** RECORDS SHOWN follows **

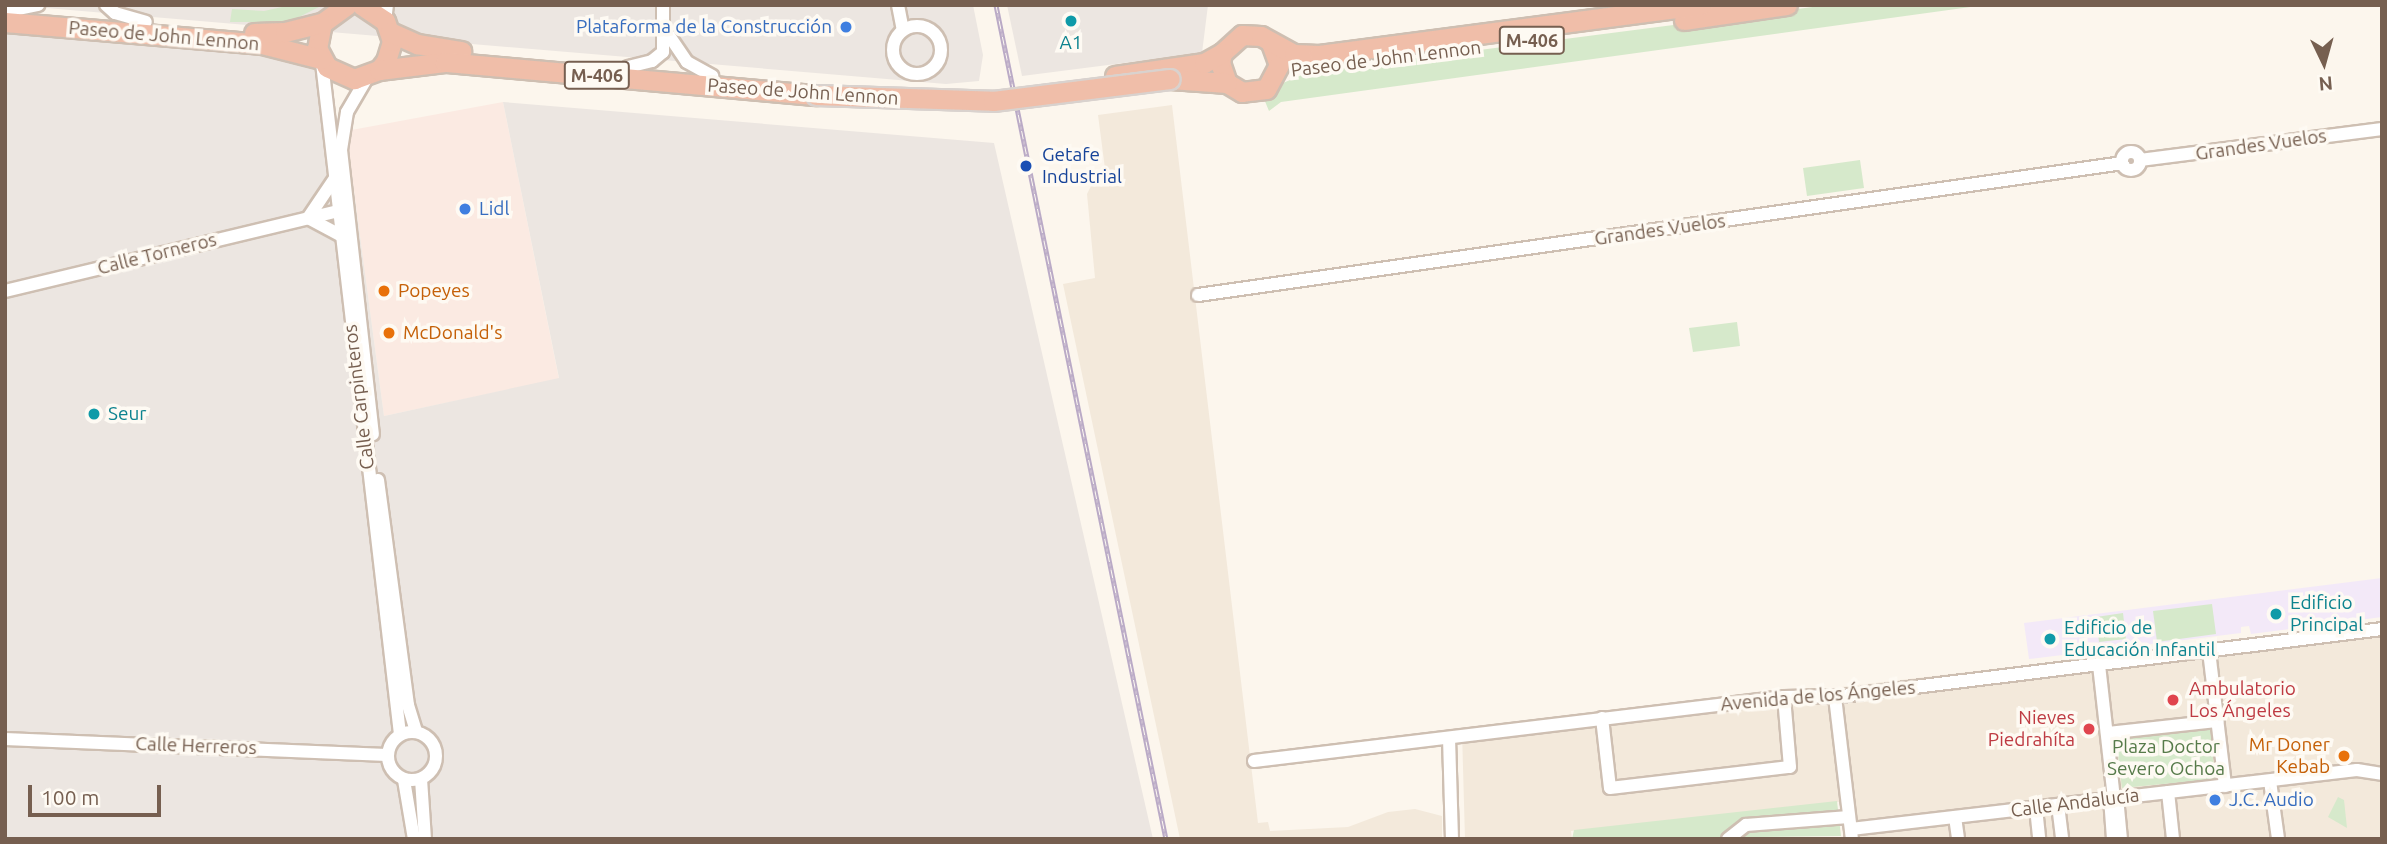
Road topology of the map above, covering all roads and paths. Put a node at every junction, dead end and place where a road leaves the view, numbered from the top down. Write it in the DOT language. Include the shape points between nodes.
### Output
graph roads {
  1 [pos="37,5"];
  2 [pos="106,5"];
  3 [pos="347,5"];
  4 [pos="361,5"];
  5 [pos="663,5"];
  6 [pos="898,5"];
  7 [pos="1701,5"];
  8 [pos="1787,5"];
  9 [pos="6,14"];
  10 [pos="387,19"];
  11 [pos="146,22"];
  12 [pos="322,23"];
  13 [pos="662,25"];
  14 [pos="903,30"];
  15 [pos="1271,43"];
  16 [pos="1222,53"];
  17 [pos="321,59"];
  18 [pos="628,67"];
  19 [pos="373,73"];
  20 [pos="1171,74"];
  21 [pos="1278,74"];
  22 [pos="712,76"];
  23 [pos="1227,83"];
  24 [pos="817,89"];
  25 [pos="2382,129"];
  26 [pos="335,178"];
  27 [pos="341,210"];
  28 [pos="308,218"];
  29 [pos="340,235"];
  30 [pos="5,291"];
  31 [pos="1198,295"];
  32 [pos="2382,629"];
  33 [pos="2209,651"];
  34 [pos="2099,665"];
  35 [pos="1784,697"];
  36 [pos="1835,697"];
  37 [pos="1602,718"];
  38 [pos="2217,720"];
  39 [pos="416,732"];
  40 [pos="2107,733"];
  41 [pos="400,734"];
  42 [pos="1449,738"];
  43 [pos="5,739"];
  44 [pos="387,755"];
  45 [pos="1254,761"];
  46 [pos="2382,774"];
  47 [pos="421,779"];
  48 [pos="404,780"];
  49 [pos="2270,781"];
  50 [pos="2225,786"];
  51 [pos="2168,792"];
  52 [pos="2114,798"];
  53 [pos="2058,805"];
  54 [pos="2036,808"];
  55 [pos="1955,817"];
  56 [pos="1851,828"];
  57 [pos="414,839"];
  58 [pos="425,839"];
  59 [pos="1452,839"];
  60 [pos="1728,839"];
  61 [pos="1958,839"];
  62 [pos="2039,839"];
  63 [pos="2062,839"];
  64 [pos="2113,839"];
  65 [pos="2122,839"];
  66 [pos="2173,839"];
  67 [pos="2278,839"];
  1 -- 9 [label="street"];
  2 -- 11 [label="street" via="115,13"];
  3 -- 12 [label="highway"];
  4 -- 10 [label="highway, M-406"];
  5 -- 13 [label="street"];
  6 -- 14 [label="street"];
  7 -- 15 [label="highway, Paseo de John Lennon / M-406" via="1319,55 1294,54"];
  8 -- 21 [label="highway, Paseo de John Lennon / M-406"];
  9 -- 11 [label="highway, Paseo de John Lennon"];
  9 -- 17 [label="highway, Paseo de John Lennon / M-406" via="262,44"];
  10 -- 18 [label="highway, Paseo de John Lennon / M-406" via="439,49"];
  10 -- 19 [label="highway" via="390,50"];
  11 -- 12 [label="highway, Paseo de John Lennon" via="273,33"];
  12 -- 17 [label="highway" via="317,38"];
  13 -- 18 [label="street" via="663,52 652,61"];
  13 -- 22 [label="street" via="687,62"];
  15 -- 16 [label="highway, M-406" via="1261,36 1242,35"];
  15 -- 21 [label="highway" via="1278,54"];
  16 -- 20 [label="highway, Paseo de John Lennon / M-406"];
  16 -- 23 [label="highway" via="1220,63"];
  17 -- 19 [label="highway, M-406" via="342,77"];
  17 -- 26 [label="street, Calle Carpinteros"];
  18 -- 22 [label="highway, Paseo de John Lennon / M-406"];
  19 -- 24 [label="highway, Paseo de John Lennon / M-406" via="445,62"];
  19 -- 27 [label="street, Calle Carpinteros" via="351,103 342,129"];
  20 -- 23 [label="highway, Paseo de John Lennon / M-406"];
  20 -- 24 [label="highway, Paseo de John Lennon / M-406, bridge" via="993,101"];
  21 -- 23 [label="highway, M-406" via="1266,89 1252,93"];
  22 -- 24 [label="highway, Paseo de John Lennon / M-406"];
  25 -- 31 [label="street, Grandes Vuelos" via="2140,160 2133,169 2123,163"];
  26 -- 27 [label="street, Calle Carpinteros"];
  26 -- 28 [label="street"];
  27 -- 28 [label="street, Calle Torneros"];
  27 -- 29 [label="street, Calle Carpinteros"];
  27 -- 39 [label="street, Calle Carpinteros" via="408,705"];
  28 -- 29 [label="street"];
  28 -- 30 [label="street, Calle Torneros"];
  29 -- 41 [label="street, Calle Carpinteros"];
  32 -- 33 [label="street, Avenida de los Ángeles"];
  33 -- 34 [label="street, Avenida de los Ángeles"];
  33 -- 38 [label="street"];
  34 -- 36 [label="street, Avenida de los Ángeles"];
  34 -- 40 [label="street"];
  35 -- 36 [label="street, Avenida de los Ángeles"];
  35 -- 37 [label="street, Avenida de los Ángeles"];
  35 -- 37 [label="street" via="1790,767 1610,788"];
  36 -- 56 [label="street"];
  37 -- 42 [label="street, Avenida de los Ángeles"];
  38 -- 40 [label="street"];
  38 -- 50 [label="street"];
  39 -- 41 [label="street"];
  39 -- 47 [label="street" via="426,736 436,750 432,771"];
  40 -- 52 [label="street"];
  41 -- 44 [label="street"];
  42 -- 45 [label="street, Avenida de los Ángeles"];
  42 -- 59 [label="street"];
  43 -- 44 [label="street, Calle Herreros"];
  44 -- 48 [label="street" via="394,773"];
  46 -- 49 [label="street, Calle Andalucía" via="2357,770"];
  47 -- 48 [label="street"];
  47 -- 58 [label="street"];
  48 -- 57 [label="street"];
  49 -- 50 [label="street, Calle Andalucía"];
  49 -- 67 [label="street"];
  50 -- 51 [label="street, Calle Andalucía"];
  51 -- 52 [label="street, Calle Andalucía"];
  51 -- 66 [label="street"];
  52 -- 53 [label="street, Calle Andalucía"];
  52 -- 64 [label="street"];
  52 -- 65 [label="street"];
  53 -- 54 [label="street, Calle Andalucía"];
  53 -- 63 [label="street"];
  54 -- 55 [label="street, Calle Andalucía"];
  54 -- 62 [label="street"];
  55 -- 56 [label="street, Calle Andalucía"];
  55 -- 61 [label="street"];
  56 -- 60 [label="street, Calle Andalucía" via="1746,825"];
}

** End of RECORDS SHOWN **

Print the records verbatim, without pictures.

• _WRITTEN ANSWER_
Road topology of the map above, covering all roads and paths. Put a node at every junction, dead end and place where a road leaves the view, numbered from the top down. Write it in the DOT language. Include the shape points between nodes.
### Output
graph roads {
  1 [pos="37,5"];
  2 [pos="106,5"];
  3 [pos="347,5"];
  4 [pos="361,5"];
  5 [pos="663,5"];
  6 [pos="898,5"];
  7 [pos="1701,5"];
  8 [pos="1787,5"];
  9 [pos="6,14"];
  10 [pos="387,19"];
  11 [pos="146,22"];
  12 [pos="322,23"];
  13 [pos="662,25"];
  14 [pos="903,30"];
  15 [pos="1271,43"];
  16 [pos="1222,53"];
  17 [pos="321,59"];
  18 [pos="628,67"];
  19 [pos="373,73"];
  20 [pos="1171,74"];
  21 [pos="1278,74"];
  22 [pos="712,76"];
  23 [pos="1227,83"];
  24 [pos="817,89"];
  25 [pos="2382,129"];
  26 [pos="335,178"];
  27 [pos="341,210"];
  28 [pos="308,218"];
  29 [pos="340,235"];
  30 [pos="5,291"];
  31 [pos="1198,295"];
  32 [pos="2382,629"];
  33 [pos="2209,651"];
  34 [pos="2099,665"];
  35 [pos="1784,697"];
  36 [pos="1835,697"];
  37 [pos="1602,718"];
  38 [pos="2217,720"];
  39 [pos="416,732"];
  40 [pos="2107,733"];
  41 [pos="400,734"];
  42 [pos="1449,738"];
  43 [pos="5,739"];
  44 [pos="387,755"];
  45 [pos="1254,761"];
  46 [pos="2382,774"];
  47 [pos="421,779"];
  48 [pos="404,780"];
  49 [pos="2270,781"];
  50 [pos="2225,786"];
  51 [pos="2168,792"];
  52 [pos="2114,798"];
  53 [pos="2058,805"];
  54 [pos="2036,808"];
  55 [pos="1955,817"];
  56 [pos="1851,828"];
  57 [pos="414,839"];
  58 [pos="425,839"];
  59 [pos="1452,839"];
  60 [pos="1728,839"];
  61 [pos="1958,839"];
  62 [pos="2039,839"];
  63 [pos="2062,839"];
  64 [pos="2113,839"];
  65 [pos="2122,839"];
  66 [pos="2173,839"];
  67 [pos="2278,839"];
  1 -- 9 [label="street"];
  2 -- 11 [label="street" via="115,13"];
  3 -- 12 [label="highway"];
  4 -- 10 [label="highway, M-406"];
  5 -- 13 [label="street"];
  6 -- 14 [label="street"];
  7 -- 15 [label="highway, Paseo de John Lennon / M-406" via="1319,55 1294,54"];
  8 -- 21 [label="highway, Paseo de John Lennon / M-406"];
  9 -- 11 [label="highway, Paseo de John Lennon"];
  9 -- 17 [label="highway, Paseo de John Lennon / M-406" via="262,44"];
  10 -- 18 [label="highway, Paseo de John Lennon / M-406" via="439,49"];
  10 -- 19 [label="highway" via="390,50"];
  11 -- 12 [label="highway, Paseo de John Lennon" via="273,33"];
  12 -- 17 [label="highway" via="317,38"];
  13 -- 18 [label="street" via="663,52 652,61"];
  13 -- 22 [label="street" via="687,62"];
  15 -- 16 [label="highway, M-406" via="1261,36 1242,35"];
  15 -- 21 [label="highway" via="1278,54"];
  16 -- 20 [label="highway, Paseo de John Lennon / M-406"];
  16 -- 23 [label="highway" via="1220,63"];
  17 -- 19 [label="highway, M-406" via="342,77"];
  17 -- 26 [label="street, Calle Carpinteros"];
  18 -- 22 [label="highway, Paseo de John Lennon / M-406"];
  19 -- 24 [label="highway, Paseo de John Lennon / M-406" via="445,62"];
  19 -- 27 [label="street, Calle Carpinteros" via="351,103 342,129"];
  20 -- 23 [label="highway, Paseo de John Lennon / M-406"];
  20 -- 24 [label="highway, Paseo de John Lennon / M-406, bridge" via="993,101"];
  21 -- 23 [label="highway, M-406" via="1266,89 1252,93"];
  22 -- 24 [label="highway, Paseo de John Lennon / M-406"];
  25 -- 31 [label="street, Grandes Vuelos" via="2140,160 2133,169 2123,163"];
  26 -- 27 [label="street, Calle Carpinteros"];
  26 -- 28 [label="street"];
  27 -- 28 [label="street, Calle Torneros"];
  27 -- 29 [label="street, Calle Carpinteros"];
  27 -- 39 [label="street, Calle Carpinteros" via="408,705"];
  28 -- 29 [label="street"];
  28 -- 30 [label="street, Calle Torneros"];
  29 -- 41 [label="street, Calle Carpinteros"];
  32 -- 33 [label="street, Avenida de los Ángeles"];
  33 -- 34 [label="street, Avenida de los Ángeles"];
  33 -- 38 [label="street"];
  34 -- 36 [label="street, Avenida de los Ángeles"];
  34 -- 40 [label="street"];
  35 -- 36 [label="street, Avenida de los Ángeles"];
  35 -- 37 [label="street, Avenida de los Ángeles"];
  35 -- 37 [label="street" via="1790,767 1610,788"];
  36 -- 56 [label="street"];
  37 -- 42 [label="street, Avenida de los Ángeles"];
  38 -- 40 [label="street"];
  38 -- 50 [label="street"];
  39 -- 41 [label="street"];
  39 -- 47 [label="street" via="426,736 436,750 432,771"];
  40 -- 52 [label="street"];
  41 -- 44 [label="street"];
  42 -- 45 [label="street, Avenida de los Ángeles"];
  42 -- 59 [label="street"];
  43 -- 44 [label="street, Calle Herreros"];
  44 -- 48 [label="street" via="394,773"];
  46 -- 49 [label="street, Calle Andalucía" via="2357,770"];
  47 -- 48 [label="street"];
  47 -- 58 [label="street"];
  48 -- 57 [label="street"];
  49 -- 50 [label="street, Calle Andalucía"];
  49 -- 67 [label="street"];
  50 -- 51 [label="street, Calle Andalucía"];
  51 -- 52 [label="street, Calle Andalucía"];
  51 -- 66 [label="street"];
  52 -- 53 [label="street, Calle Andalucía"];
  52 -- 64 [label="street"];
  52 -- 65 [label="street"];
  53 -- 54 [label="street, Calle Andalucía"];
  53 -- 63 [label="street"];
  54 -- 55 [label="street, Calle Andalucía"];
  54 -- 62 [label="street"];
  55 -- 56 [label="street, Calle Andalucía"];
  55 -- 61 [label="street"];
  56 -- 60 [label="street, Calle Andalucía" via="1746,825"];
}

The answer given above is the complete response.